Erwarton Hall Gatehouse
- WRENN ID
- fallen-buttress-snow
- Grade
- I
- Local Planning Authority
- Babergh
- Country
- England
- Date first listed
- 23 February 1989
- Type
- Gatehouse
- Source
- Historic England listing
Description
Erwarton Hall Gatehouse is an ornamental gatehouse dating from around 1549, built in the English Renaissance style without attribution to a specific designer.
The gatehouse is constructed entirely of handmade red bricks in English bond, with curved and cut-and-rubbed bricks used for detailing. The concealed roof is covered in cement render. The plan is square, aligned on a north-south axis with the entrance to Erwarton Hall to the south. The southern bay features two small pedestrian gates on the east and west sides.
The gatehouse is a single-storey structure with wide, semi-circular pediments on each elevation. These pediments conceal the top of the brick vault and central transverse arch, both capped in 20th-century concrete render. At roof level, there are nine round pinnacles positioned centrally, at the four corners, and at the cardinal points. Except over the central carriageway, the pinnacles are supported by chunky, rounded buttresses. A wrought iron weather vane tops the central pinnacle. A broadly spaced modillion cornice runs around the top of the building, and a plinth runs around the base.

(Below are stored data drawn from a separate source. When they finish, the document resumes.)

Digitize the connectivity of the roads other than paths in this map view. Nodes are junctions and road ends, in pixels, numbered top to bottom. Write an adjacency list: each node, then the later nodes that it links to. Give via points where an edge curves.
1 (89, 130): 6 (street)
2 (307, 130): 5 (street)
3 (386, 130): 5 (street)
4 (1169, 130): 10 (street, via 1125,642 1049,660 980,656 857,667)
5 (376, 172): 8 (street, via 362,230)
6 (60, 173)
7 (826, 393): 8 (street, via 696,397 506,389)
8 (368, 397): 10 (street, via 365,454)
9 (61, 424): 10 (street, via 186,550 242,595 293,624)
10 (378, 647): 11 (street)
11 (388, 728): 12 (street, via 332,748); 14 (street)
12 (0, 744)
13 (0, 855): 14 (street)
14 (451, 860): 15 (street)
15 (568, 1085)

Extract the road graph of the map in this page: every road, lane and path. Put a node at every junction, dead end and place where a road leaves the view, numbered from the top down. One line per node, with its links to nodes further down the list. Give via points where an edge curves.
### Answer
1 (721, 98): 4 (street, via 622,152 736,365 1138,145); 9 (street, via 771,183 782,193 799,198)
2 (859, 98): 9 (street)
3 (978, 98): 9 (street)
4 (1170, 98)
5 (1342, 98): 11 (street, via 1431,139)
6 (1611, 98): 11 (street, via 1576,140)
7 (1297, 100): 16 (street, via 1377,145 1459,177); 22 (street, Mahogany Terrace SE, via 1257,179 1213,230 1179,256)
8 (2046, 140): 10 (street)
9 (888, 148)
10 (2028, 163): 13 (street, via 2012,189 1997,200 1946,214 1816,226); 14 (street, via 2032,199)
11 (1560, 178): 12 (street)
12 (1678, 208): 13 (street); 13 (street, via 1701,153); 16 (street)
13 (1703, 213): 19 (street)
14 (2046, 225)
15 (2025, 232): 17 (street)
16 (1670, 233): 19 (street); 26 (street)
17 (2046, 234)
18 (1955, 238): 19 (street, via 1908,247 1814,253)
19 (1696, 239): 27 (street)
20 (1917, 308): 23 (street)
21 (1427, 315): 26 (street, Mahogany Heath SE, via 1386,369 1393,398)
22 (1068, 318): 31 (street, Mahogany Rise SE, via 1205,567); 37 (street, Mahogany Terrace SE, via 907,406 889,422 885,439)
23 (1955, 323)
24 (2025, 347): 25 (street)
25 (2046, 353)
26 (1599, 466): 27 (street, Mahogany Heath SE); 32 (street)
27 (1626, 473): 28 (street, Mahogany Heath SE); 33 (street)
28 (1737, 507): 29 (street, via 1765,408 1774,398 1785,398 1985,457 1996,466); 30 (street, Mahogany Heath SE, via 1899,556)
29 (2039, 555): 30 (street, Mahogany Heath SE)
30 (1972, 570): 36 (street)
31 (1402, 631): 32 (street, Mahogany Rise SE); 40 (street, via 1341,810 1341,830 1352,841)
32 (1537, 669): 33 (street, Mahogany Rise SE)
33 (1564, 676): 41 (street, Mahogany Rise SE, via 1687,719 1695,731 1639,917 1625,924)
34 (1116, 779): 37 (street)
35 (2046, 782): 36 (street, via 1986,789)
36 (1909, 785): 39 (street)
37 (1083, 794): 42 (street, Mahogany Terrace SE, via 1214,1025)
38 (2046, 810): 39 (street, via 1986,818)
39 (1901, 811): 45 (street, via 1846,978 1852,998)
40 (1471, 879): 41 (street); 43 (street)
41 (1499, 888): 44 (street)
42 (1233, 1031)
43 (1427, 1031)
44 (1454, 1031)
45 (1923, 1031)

The north elevation has a round carriage arch at the centre, with a short wooden gate. Some of the brick quoins of the archway have been sensitively replaced, and some replacement bricks bear graffiti from the Navy's occupancy of Erwarton Hall. Rubbed brick oculi are on either side of the arch. The south elevation is similar, but without a gate or oculi.
The east and west elevations are both divided by a large central buttress. A single oculus is located to the north of the buttress, and to the south is a low pedestrian archway abutting a 20th-century boundary wall. Both pedestrian archways have wooden gates within them.
The interior consists of a single, unornamented volume. The barrel vault of the roof is supported by the outer walls and by a round transverse arch at the centre of the plan. There are traces of render on the brickwork high up, along with localised repairs and replacement bricks.